Les chercheurs savaient déjà comment déclencher ce commutateur avec de très brefs, impulsions ultrarapides de lumière laser. Mais jusqu'à présent, ils ne pouvaient observer que la réponse moyenne des atomes, qui semblaient se ranger dans leurs nouvelles positions d'une manière ordonnée, dit Delaire, qui a dirigé l'étude avec Wall et Trigo.

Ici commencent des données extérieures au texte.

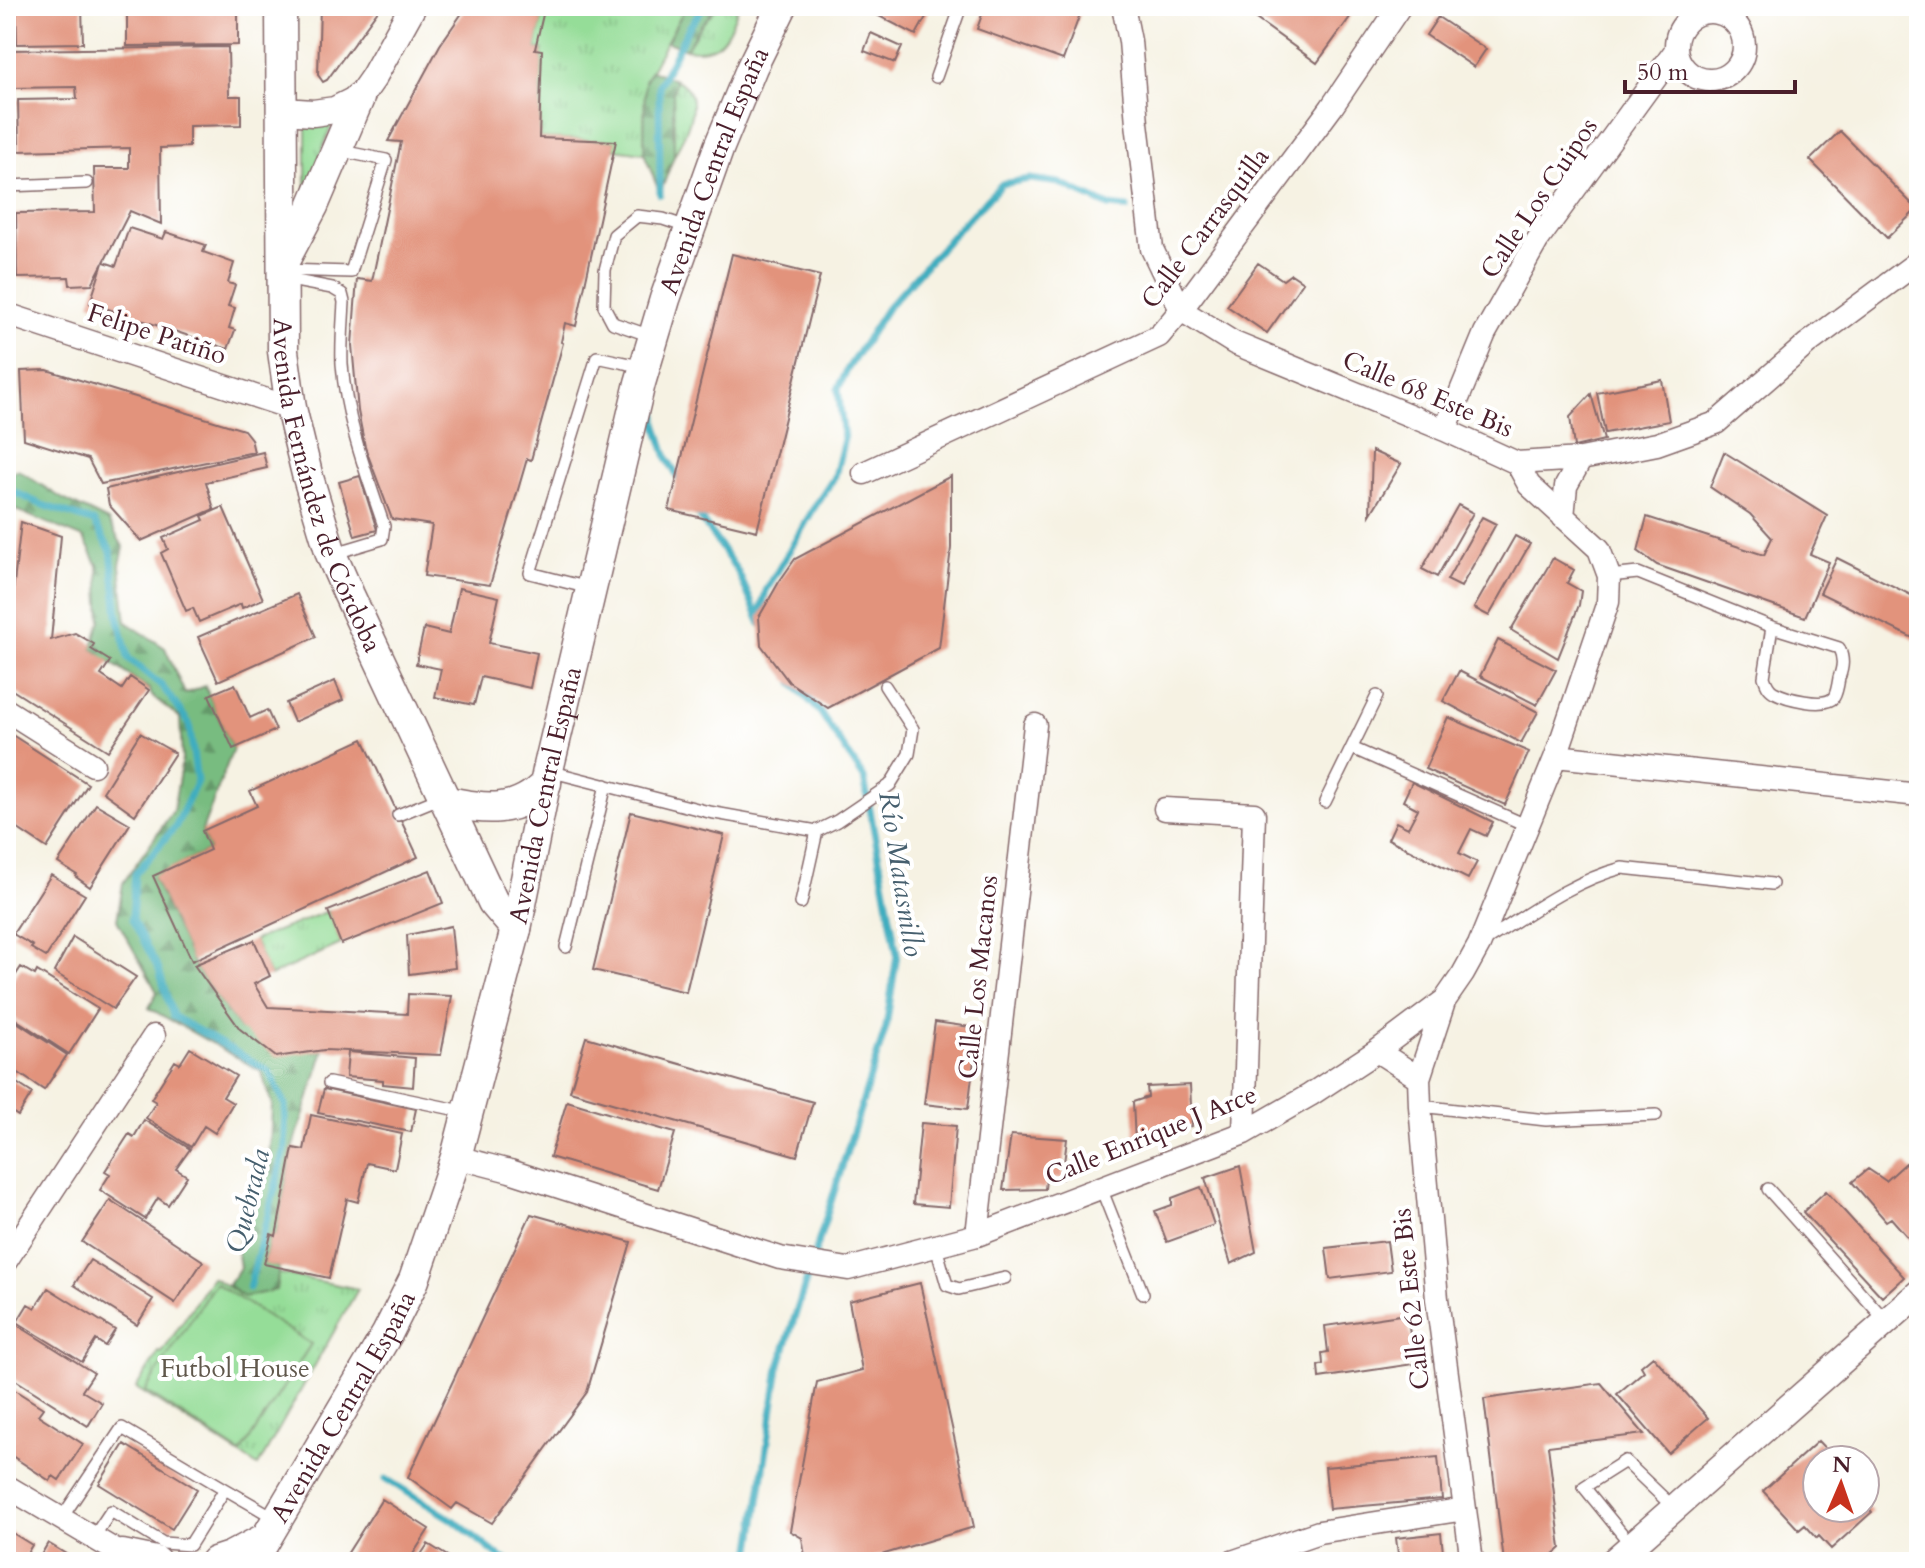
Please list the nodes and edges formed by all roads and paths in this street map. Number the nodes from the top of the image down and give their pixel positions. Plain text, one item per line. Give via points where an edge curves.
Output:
1 (281, 6) edge
2 (413, 6) edge
3 (782, 6) edge
4 (961, 6) edge
5 (1400, 6) edge
6 (1127, 7) edge
7 (1676, 50) dead end
8 (936, 77) dead end
9 (359, 98) junction
10 (283, 111) junction
11 (336, 150) junction
12 (87, 183) dead end
13 (6, 186) edge
14 (690, 228) junction
15 (1919, 261) edge
16 (283, 270) junction
17 (1181, 310) junction
18 (6, 314) edge
19 (654, 337) junction
20 (645, 367) junction
21 (291, 408) junction
22 (1445, 430) junction
23 (1581, 459) junction
24 (1517, 463) junction
25 (864, 473) dead end
26 (1563, 517) junction
27 (331, 554) junction
28 (1609, 576) junction
29 (591, 589) junction
30 (1772, 627) junction
31 (885, 686) dead end
32 (1377, 696) dead end
33 (6, 710) edge
34 (1035, 725) dead end
35 (1352, 748) junction
36 (1556, 756) junction
37 (93, 765) dead end
38 (547, 777) junction
39 (606, 785) junction
40 (1919, 795) edge
41 (445, 799) junction
42 (1325, 802) dead end
43 (1165, 809) dead end
44 (398, 815) dead end
45 (1529, 827) junction
46 (817, 831) junction
47 (1772, 884) dead end
48 (801, 903) dead end
49 (516, 929) junction
50 (1479, 945) junction
51 (566, 947) dead end
52 (1445, 1000) junction
53 (154, 1036) dead end
54 (1377, 1051) junction
55 (1419, 1078) junction
56 (329, 1083) dead end
57 (1420, 1106) junction
58 (467, 1112) junction
59 (1656, 1115) dead end
60 (1244, 1133) junction
61 (456, 1157) junction
62 (1101, 1188) junction
63 (1768, 1189) dead end
64 (977, 1235) junction
65 (936, 1247) junction
66 (6, 1261) edge
67 (1005, 1278) dead end
68 (1919, 1293) edge
69 (1143, 1294) dead end
70 (1887, 1322) junction
71 (6, 1486) edge
72 (225, 1489) junction
73 (1674, 1508) junction
74 (1465, 1509) junction
75 (61, 1519) junction
76 (93, 1538) junction
77 (267, 1545) edge
78 (1629, 1557) edge
79 (128, 1558) edge
80 (156, 1562) edge
81 (215, 1562) edge
82 (1232, 1562) edge
83 (1472, 1562) edge

1 - 10 main road, Avenida Fernández de Córdoba
2 - 9 street
3 - 14 main road, Avenida Central España via 752,67
4 - 8 lane
5 - 17 street, Calle Carrasquilla
6 - 17 street via 1152,249
7 - 22 street, Calle Los Cuipos via 1537,241 1485,333
9 - 10 street via 335,110
9 - 11 main road
10 - 16 main road, Avenida Fernández de Córdoba
11 - 16 main road
11 - 16 lane via 386,160 351,272
12 - 13 lane
14 - 19 main road, Avenida Central España
14 - 19 lane via 637,216 614,235 605,270 604,306 613,323
15 - 23 street, Calle 68 Este Bis via 1807,344 1716,423 1657,444
16 - 21 main road, Avenida Fernández de Córdoba via 283,351
16 - 27 lane via 342,294 342,363 349,414 384,526 382,539
17 - 22 street, Calle 68 Este Bis via 1234,343
17 - 25 street, Calle Carrasquilla via 1159,336
18 - 21 street, Felipe Patiño
19 - 20 main road, Avenida Central España
20 - 29 main road, Avenida Central España
20 - 29 lane via 597,357 530,573
21 - 27 main road, Avenida Fernández de Córdoba
22 - 24 street, Calle 68 Este Bis
23 - 24 street, Calle 68 Este Bis
23 - 26 street via 1566,486
24 - 26 street via 1529,485
26 - 28 street via 1599,549
27 - 41 main road, Avenida Fernández de Córdoba
28 - 30 lane via 1638,573
28 - 36 street, Calle Enrique J Arce via 1608,602
29 - 38 main road, Avenida Central España
30 - 30 lane via 1839,648 1843,667 1833,697 1814,703 1772,692 1764,677
31 - 46 lane via 913,729 909,754 890,785
32 - 35 lane
33 - 37 street
34 - 64 street, Calle Los Macanos
35 - 42 lane
35 - 45 lane
36 - 40 street
36 - 45 street, Calle Enrique J Arce
38 - 39 lane
38 - 41 main road via 534,796 516,805 485,808
38 - 49 main road, Avenida Central España
39 - 46 lane via 709,812
39 - 51 lane
41 - 44 lane
41 - 49 main road, Avenida Fernández de Córdoba via 493,902
43 - 60 street via 1254,814
45 - 50 street, Calle Enrique J Arce
46 - 48 lane
47 - 50 lane via 1622,868 1554,898
49 - 58 main road, Avenida Central España
50 - 52 street, Calle Enrique J Arce
52 - 54 street, Calle Enrique J Arce
52 - 55 street
53 - 66 street
54 - 55 street
54 - 60 street, Calle Enrique J Arce
55 - 57 street, Calle 62 Este Bis
56 - 58 lane
57 - 59 lane via 1546,1120
57 - 74 street, Calle 62 Este Bis via 1437,1299
58 - 61 main road, Avenida Central España
60 - 62 street, Calle Enrique J Arce
61 - 65 street, Calle Enrique J Arce via 780,1258 848,1269
61 - 77 main road, Avenida Central España via 414,1280
62 - 64 street, Calle Enrique J Arce
62 - 69 lane
63 - 70 lane
64 - 65 street, Calle Enrique J Arce
65 - 67 lane via 947,1285 953,1288
68 - 70 street
70 - 73 street
71 - 75 street
72 - 75 lane via 122,1428
72 - 76 lane via 190,1545 163,1543 111,1511
72 - 77 lane
73 - 78 street
73 - 78 lane via 1625,1461 1584,1487
74 - 82 street via 1319,1532
74 - 83 street, Calle 62 Este Bis
75 - 76 street
76 - 79 street
77 - 81 main road
79 - 80 main road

La nouvelle série d'expériences de diffusion diffuse au LCLS a montré le contraire. En frappant le dioxyde de vanadium avec un laser optique de juste la bonne énergie, les chercheurs ont pu déclencher un réarrangement substantiel des atomes de vanadium. Ils l'ont fait plus de 100 fois par seconde tout en enregistrant les mouvements d'atomes individuels avec le laser à rayons X LCLS. Ils ont découvert que chaque atome suivait un atome indépendant, chemin apparemment aléatoire vers sa nouvelle position de réseau. Des simulations informatiques réalisées par Shan Yang, étudiant diplômé de Duke, ont confirmé cette conclusion.
"Nos résultats suggèrent que le désordre peut jouer un rôle important dans certains matériaux, " a écrit l'équipe dans l'article de Science. Bien que cela puisse compliquer les efforts pour contrôler la façon dont les matériaux passent d'une phase à l'autre, ils ont ajouté, « il pourrait finalement fournir une nouvelle perspective sur la façon de contrôler la matière, " et même suggérer une nouvelle façon d'induire la supraconductivité avec la lumière.
Dans un commentaire accompagnant le rapport en Science , Andrea Cavalleri de l'Université d'Oxford et de l'Institut Max Planck pour la structure et la dynamique de la matière a déclaré que les résultats impliquent que les films moléculaires d'atomes changeant de position au fil du temps ne brossent pas un tableau complet de la physique microscopique impliquée.
Il ajouta, "Plus généralement, il ressort de ces travaux que les lasers à électrons libres à rayons X ouvrent bien plus que ce qui était envisagé lors de la conception de ces machines, nous obligeant à réévaluer de nombreuses vieilles notions tenues pour acquises jusqu'à présent."